● **WORK TO COMPLETE**: All of the entries below should be returned verbatim, apart from the pictures.
SUPPLIED DATA Start Marker
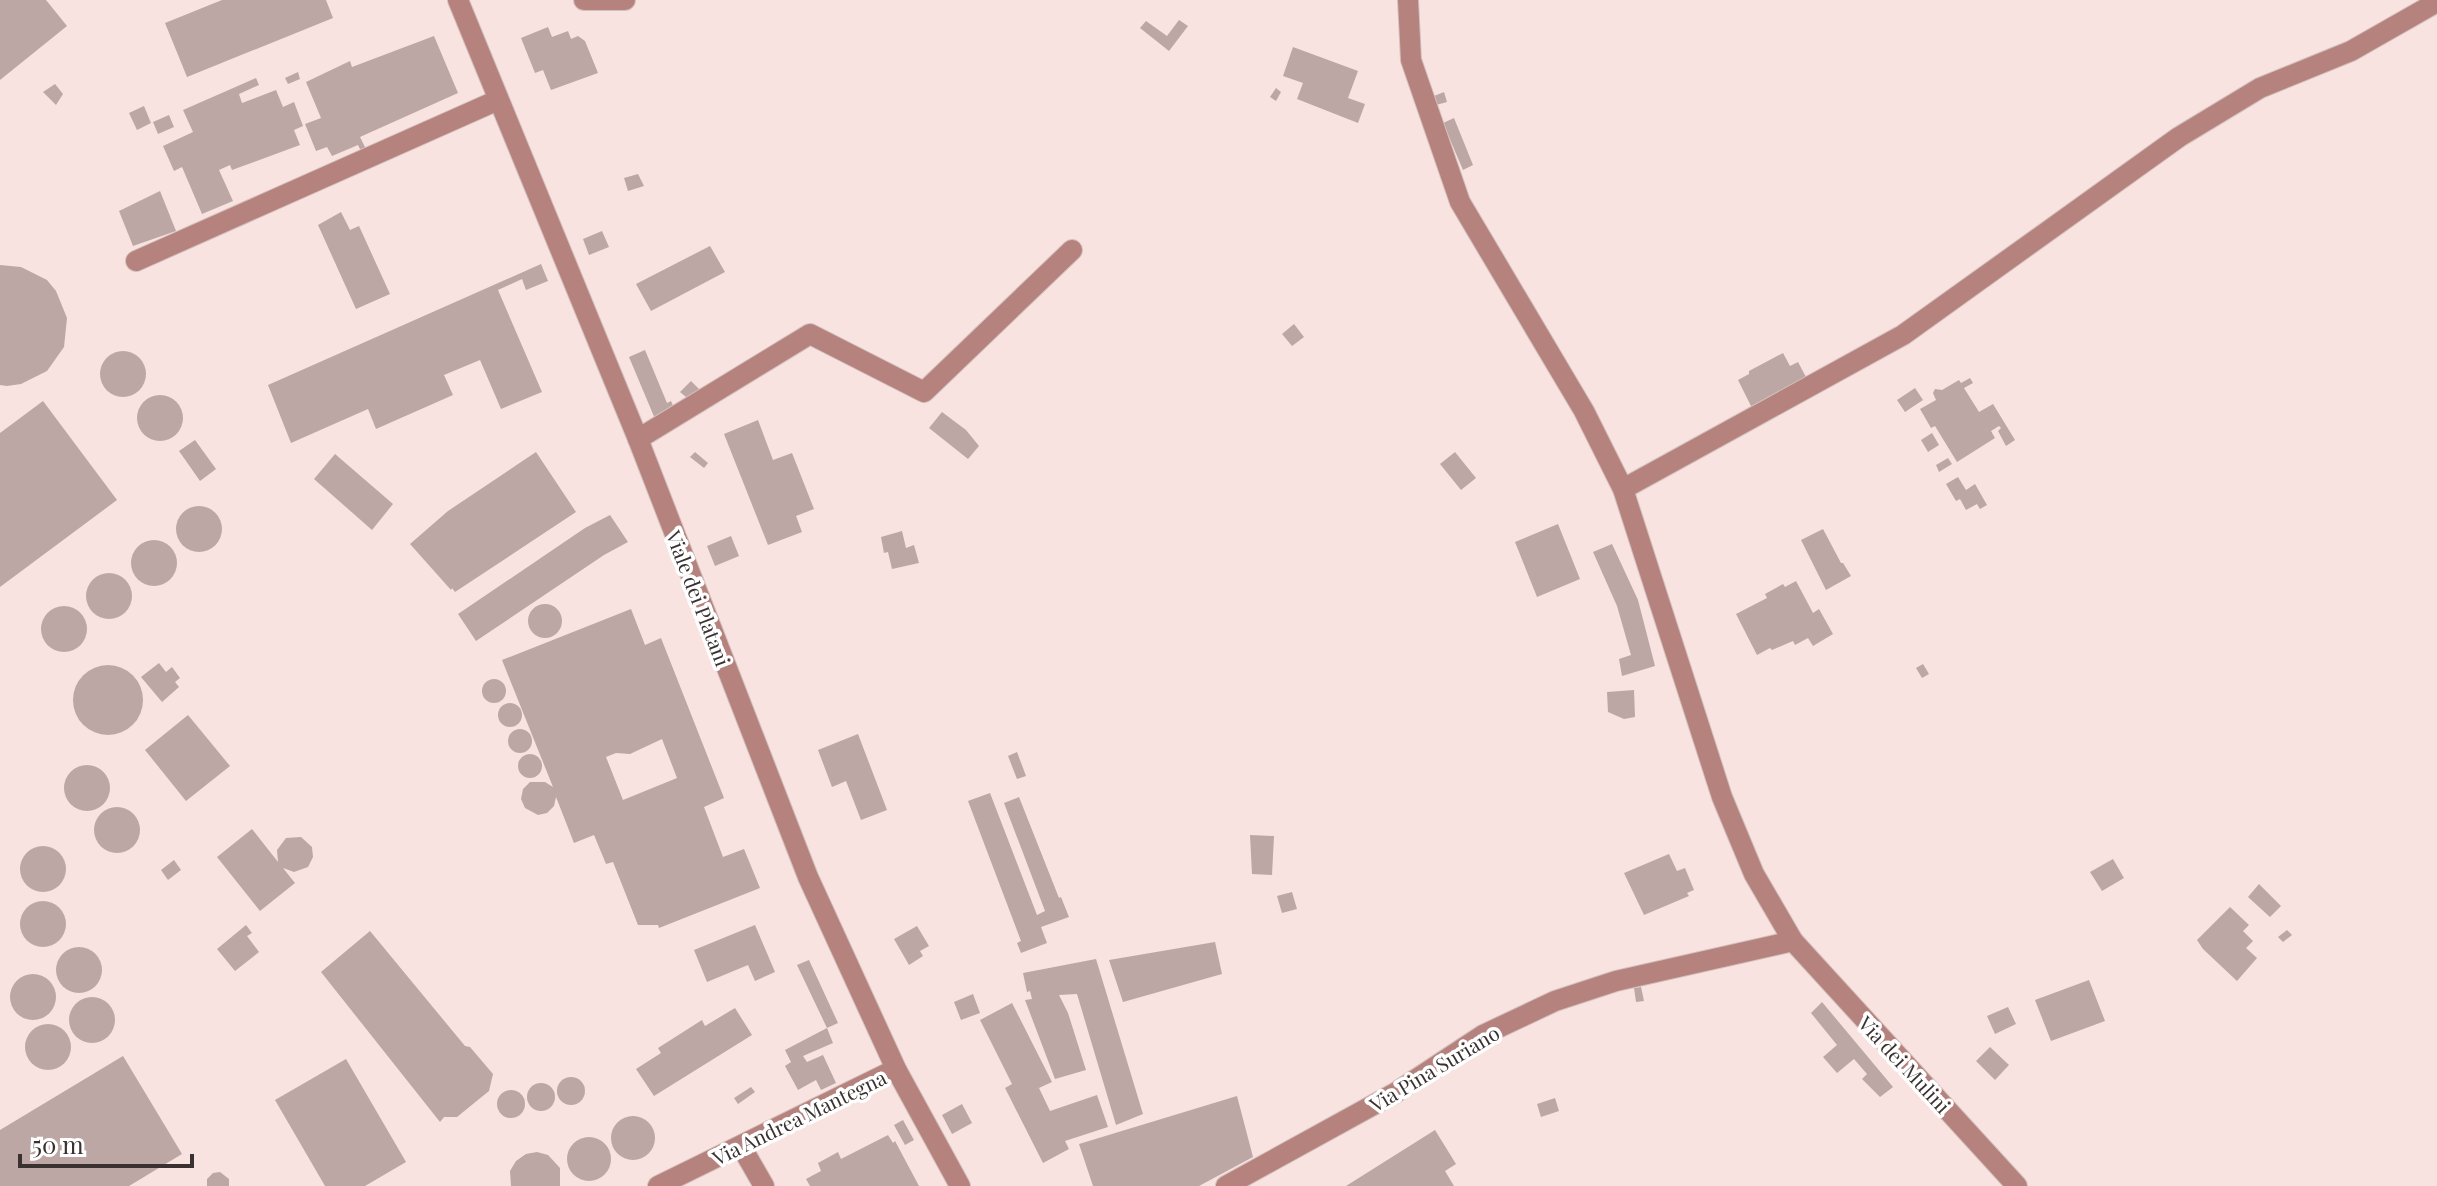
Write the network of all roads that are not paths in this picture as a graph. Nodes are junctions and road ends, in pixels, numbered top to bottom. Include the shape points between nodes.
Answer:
1 (458, 0) edge
2 (584, 0) edge
3 (625, 0) edge
4 (1408, 0) edge
5 (2437, 2) edge
6 (498, 100) junction
7 (1072, 250) dead end
8 (136, 261) dead end
9 (638, 439) junction
10 (1623, 489) junction
11 (1793, 941) junction
12 (896, 1069) junction
13 (741, 1146) junction
14 (658, 1186) edge
15 (764, 1186) edge
16 (960, 1186) edge
17 (1226, 1186) edge
18 (2017, 1186) edge

1 - 6 street, Viale dei Platani
2 - 3 street
4 - 10 street, Via dei Mulini via 1411,60 1460,202 1584,411
5 - 10 street via 2351,51 2260,88 2179,137 1903,335
6 - 8 street
6 - 9 street, Viale dei Platani
7 - 9 street via 924,392 810,334
9 - 12 street, Viale dei Platani via 808,877
10 - 11 street, Via dei Mulini via 1722,797 1754,874
11 - 17 street, Via Pina Suriano via 1616,981 1555,1001 1483,1035 1395,1093
11 - 18 street, Via dei Mulini
12 - 13 street, Via Andrea Mantegna
12 - 16 street, Viale dei Platani
13 - 14 street, Via Andrea Mantegna
13 - 15 street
SUPPLIED DATA End Marker
● **EXERCISE RESULT**:
Write the network of all roads that are not paths in this picture as a graph. Nodes are junctions and road ends, in pixels, numbered top to bottom. Include the shape points between nodes.
Answer:
1 (458, 0) edge
2 (584, 0) edge
3 (625, 0) edge
4 (1408, 0) edge
5 (2437, 2) edge
6 (498, 100) junction
7 (1072, 250) dead end
8 (136, 261) dead end
9 (638, 439) junction
10 (1623, 489) junction
11 (1793, 941) junction
12 (896, 1069) junction
13 (741, 1146) junction
14 (658, 1186) edge
15 (764, 1186) edge
16 (960, 1186) edge
17 (1226, 1186) edge
18 (2017, 1186) edge

1 - 6 street, Viale dei Platani
2 - 3 street
4 - 10 street, Via dei Mulini via 1411,60 1460,202 1584,411
5 - 10 street via 2351,51 2260,88 2179,137 1903,335
6 - 8 street
6 - 9 street, Viale dei Platani
7 - 9 street via 924,392 810,334
9 - 12 street, Viale dei Platani via 808,877
10 - 11 street, Via dei Mulini via 1722,797 1754,874
11 - 17 street, Via Pina Suriano via 1616,981 1555,1001 1483,1035 1395,1093
11 - 18 street, Via dei Mulini
12 - 13 street, Via Andrea Mantegna
12 - 16 street, Viale dei Platani
13 - 14 street, Via Andrea Mantegna
13 - 15 street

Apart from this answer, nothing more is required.